Find the lines of the records in which the word "Cheshire" appears and report how many there are, as a number alone.

[Saved data entries]
########

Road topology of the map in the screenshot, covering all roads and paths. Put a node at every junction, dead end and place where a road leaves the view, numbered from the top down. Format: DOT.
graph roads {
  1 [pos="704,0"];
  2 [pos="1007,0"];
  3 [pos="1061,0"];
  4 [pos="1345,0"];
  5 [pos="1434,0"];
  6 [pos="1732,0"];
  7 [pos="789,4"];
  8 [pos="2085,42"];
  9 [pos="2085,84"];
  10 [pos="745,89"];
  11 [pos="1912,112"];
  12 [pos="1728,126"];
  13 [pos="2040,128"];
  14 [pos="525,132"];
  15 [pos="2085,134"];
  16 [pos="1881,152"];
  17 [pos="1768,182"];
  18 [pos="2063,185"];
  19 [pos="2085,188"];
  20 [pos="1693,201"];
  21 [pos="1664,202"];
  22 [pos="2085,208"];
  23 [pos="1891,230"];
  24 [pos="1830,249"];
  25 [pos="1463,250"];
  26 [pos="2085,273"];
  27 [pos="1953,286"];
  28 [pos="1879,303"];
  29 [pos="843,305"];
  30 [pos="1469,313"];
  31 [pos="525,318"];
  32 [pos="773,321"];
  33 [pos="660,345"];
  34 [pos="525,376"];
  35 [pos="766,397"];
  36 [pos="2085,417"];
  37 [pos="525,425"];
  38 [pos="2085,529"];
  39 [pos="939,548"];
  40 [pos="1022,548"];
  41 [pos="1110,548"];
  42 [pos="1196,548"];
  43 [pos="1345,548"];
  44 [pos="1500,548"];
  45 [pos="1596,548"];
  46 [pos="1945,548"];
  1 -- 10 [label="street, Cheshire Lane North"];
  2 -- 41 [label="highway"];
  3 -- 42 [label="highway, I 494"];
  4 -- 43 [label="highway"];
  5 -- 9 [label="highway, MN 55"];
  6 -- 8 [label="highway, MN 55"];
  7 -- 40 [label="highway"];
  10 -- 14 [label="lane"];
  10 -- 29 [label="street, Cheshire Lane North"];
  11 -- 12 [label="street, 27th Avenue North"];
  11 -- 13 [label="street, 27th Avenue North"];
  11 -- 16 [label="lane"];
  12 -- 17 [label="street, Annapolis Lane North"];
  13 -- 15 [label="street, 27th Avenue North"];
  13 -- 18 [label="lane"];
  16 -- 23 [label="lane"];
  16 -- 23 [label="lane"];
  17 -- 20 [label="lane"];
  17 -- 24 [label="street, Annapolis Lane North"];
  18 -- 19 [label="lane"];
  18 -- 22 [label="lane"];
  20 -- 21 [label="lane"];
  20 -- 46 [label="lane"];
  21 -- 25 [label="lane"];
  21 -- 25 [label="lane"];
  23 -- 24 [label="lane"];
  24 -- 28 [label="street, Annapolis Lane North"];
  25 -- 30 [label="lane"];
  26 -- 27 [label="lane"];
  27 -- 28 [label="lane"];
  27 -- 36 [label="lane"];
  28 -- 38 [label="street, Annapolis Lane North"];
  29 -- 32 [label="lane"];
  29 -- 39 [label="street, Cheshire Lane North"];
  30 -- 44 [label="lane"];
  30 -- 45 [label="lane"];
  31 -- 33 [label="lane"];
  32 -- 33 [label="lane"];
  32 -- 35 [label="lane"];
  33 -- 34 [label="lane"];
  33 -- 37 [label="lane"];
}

########

=== TASK RESPONSE ===
3